Exercise requirements:
Every line of the material is to be repeated exactly as it stands.

Listed entries:
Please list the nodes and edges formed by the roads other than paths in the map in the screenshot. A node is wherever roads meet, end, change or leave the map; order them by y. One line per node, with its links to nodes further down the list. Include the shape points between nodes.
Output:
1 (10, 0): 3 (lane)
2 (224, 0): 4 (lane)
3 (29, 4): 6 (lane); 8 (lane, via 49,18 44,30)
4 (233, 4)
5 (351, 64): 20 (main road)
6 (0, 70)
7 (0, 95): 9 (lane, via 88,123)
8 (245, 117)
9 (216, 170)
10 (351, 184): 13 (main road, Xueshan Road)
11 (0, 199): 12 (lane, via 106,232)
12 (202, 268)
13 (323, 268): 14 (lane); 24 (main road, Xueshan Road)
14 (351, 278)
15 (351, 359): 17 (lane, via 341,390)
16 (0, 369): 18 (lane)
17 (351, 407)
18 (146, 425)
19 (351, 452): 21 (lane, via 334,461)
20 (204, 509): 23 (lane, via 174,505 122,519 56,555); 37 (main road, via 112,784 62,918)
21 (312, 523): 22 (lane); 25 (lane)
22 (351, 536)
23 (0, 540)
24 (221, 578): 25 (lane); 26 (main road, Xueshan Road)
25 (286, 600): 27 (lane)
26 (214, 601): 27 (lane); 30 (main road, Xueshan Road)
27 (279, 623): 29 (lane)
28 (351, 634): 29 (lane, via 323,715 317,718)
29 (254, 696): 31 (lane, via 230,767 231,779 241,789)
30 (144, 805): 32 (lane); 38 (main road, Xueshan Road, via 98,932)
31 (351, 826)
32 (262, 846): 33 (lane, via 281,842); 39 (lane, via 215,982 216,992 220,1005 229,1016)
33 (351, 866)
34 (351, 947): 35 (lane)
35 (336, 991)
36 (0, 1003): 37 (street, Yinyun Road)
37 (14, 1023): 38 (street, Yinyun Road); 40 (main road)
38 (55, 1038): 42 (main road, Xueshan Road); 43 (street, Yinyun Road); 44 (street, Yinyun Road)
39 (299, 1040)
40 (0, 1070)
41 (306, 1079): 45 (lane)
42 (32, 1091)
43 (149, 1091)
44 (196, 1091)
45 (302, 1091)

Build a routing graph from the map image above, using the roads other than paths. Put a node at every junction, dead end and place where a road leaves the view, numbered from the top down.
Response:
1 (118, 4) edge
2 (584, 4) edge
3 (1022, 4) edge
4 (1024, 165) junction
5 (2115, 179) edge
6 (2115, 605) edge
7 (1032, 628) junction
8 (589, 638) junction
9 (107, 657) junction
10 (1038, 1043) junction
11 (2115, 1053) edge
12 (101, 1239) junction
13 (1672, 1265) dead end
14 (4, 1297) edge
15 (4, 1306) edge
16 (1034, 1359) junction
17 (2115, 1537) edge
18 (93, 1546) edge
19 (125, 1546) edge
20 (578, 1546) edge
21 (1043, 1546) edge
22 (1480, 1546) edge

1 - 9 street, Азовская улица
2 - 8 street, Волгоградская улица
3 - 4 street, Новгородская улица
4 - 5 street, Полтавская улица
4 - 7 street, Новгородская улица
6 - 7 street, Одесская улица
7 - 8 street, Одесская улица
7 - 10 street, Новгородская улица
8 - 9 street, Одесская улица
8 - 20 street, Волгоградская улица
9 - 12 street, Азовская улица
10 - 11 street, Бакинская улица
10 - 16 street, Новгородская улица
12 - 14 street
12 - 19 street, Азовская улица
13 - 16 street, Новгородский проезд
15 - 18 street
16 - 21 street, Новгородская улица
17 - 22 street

Response for this exercise:
Please list the nodes and edges formed by the roads other than paths in the map in the screenshot. A node is wherever roads meet, end, change or leave the map; order them by y. One line per node, with its links to nodes further down the list. Include the shape points between nodes.
Output:
1 (10, 0): 3 (lane)
2 (224, 0): 4 (lane)
3 (29, 4): 6 (lane); 8 (lane, via 49,18 44,30)
4 (233, 4)
5 (351, 64): 20 (main road)
6 (0, 70)
7 (0, 95): 9 (lane, via 88,123)
8 (245, 117)
9 (216, 170)
10 (351, 184): 13 (main road, Xueshan Road)
11 (0, 199): 12 (lane, via 106,232)
12 (202, 268)
13 (323, 268): 14 (lane); 24 (main road, Xueshan Road)
14 (351, 278)
15 (351, 359): 17 (lane, via 341,390)
16 (0, 369): 18 (lane)
17 (351, 407)
18 (146, 425)
19 (351, 452): 21 (lane, via 334,461)
20 (204, 509): 23 (lane, via 174,505 122,519 56,555); 37 (main road, via 112,784 62,918)
21 (312, 523): 22 (lane); 25 (lane)
22 (351, 536)
23 (0, 540)
24 (221, 578): 25 (lane); 26 (main road, Xueshan Road)
25 (286, 600): 27 (lane)
26 (214, 601): 27 (lane); 30 (main road, Xueshan Road)
27 (279, 623): 29 (lane)
28 (351, 634): 29 (lane, via 323,715 317,718)
29 (254, 696): 31 (lane, via 230,767 231,779 241,789)
30 (144, 805): 32 (lane); 38 (main road, Xueshan Road, via 98,932)
31 (351, 826)
32 (262, 846): 33 (lane, via 281,842); 39 (lane, via 215,982 216,992 220,1005 229,1016)
33 (351, 866)
34 (351, 947): 35 (lane)
35 (336, 991)
36 (0, 1003): 37 (street, Yinyun Road)
37 (14, 1023): 38 (street, Yinyun Road); 40 (main road)
38 (55, 1038): 42 (main road, Xueshan Road); 43 (street, Yinyun Road); 44 (street, Yinyun Road)
39 (299, 1040)
40 (0, 1070)
41 (306, 1079): 45 (lane)
42 (32, 1091)
43 (149, 1091)
44 (196, 1091)
45 (302, 1091)

Build a routing graph from the map image above, using the roads other than paths. Put a node at every junction, dead end and place where a road leaves the view, numbered from the top down.
Response:
1 (118, 4) edge
2 (584, 4) edge
3 (1022, 4) edge
4 (1024, 165) junction
5 (2115, 179) edge
6 (2115, 605) edge
7 (1032, 628) junction
8 (589, 638) junction
9 (107, 657) junction
10 (1038, 1043) junction
11 (2115, 1053) edge
12 (101, 1239) junction
13 (1672, 1265) dead end
14 (4, 1297) edge
15 (4, 1306) edge
16 (1034, 1359) junction
17 (2115, 1537) edge
18 (93, 1546) edge
19 (125, 1546) edge
20 (578, 1546) edge
21 (1043, 1546) edge
22 (1480, 1546) edge

1 - 9 street, Азовская улица
2 - 8 street, Волгоградская улица
3 - 4 street, Новгородская улица
4 - 5 street, Полтавская улица
4 - 7 street, Новгородская улица
6 - 7 street, Одесская улица
7 - 8 street, Одесская улица
7 - 10 street, Новгородская улица
8 - 9 street, Одесская улица
8 - 20 street, Волгоградская улица
9 - 12 street, Азовская улица
10 - 11 street, Бакинская улица
10 - 16 street, Новгородская улица
12 - 14 street
12 - 19 street, Азовская улица
13 - 16 street, Новгородский проезд
15 - 18 street
16 - 21 street, Новгородская улица
17 - 22 street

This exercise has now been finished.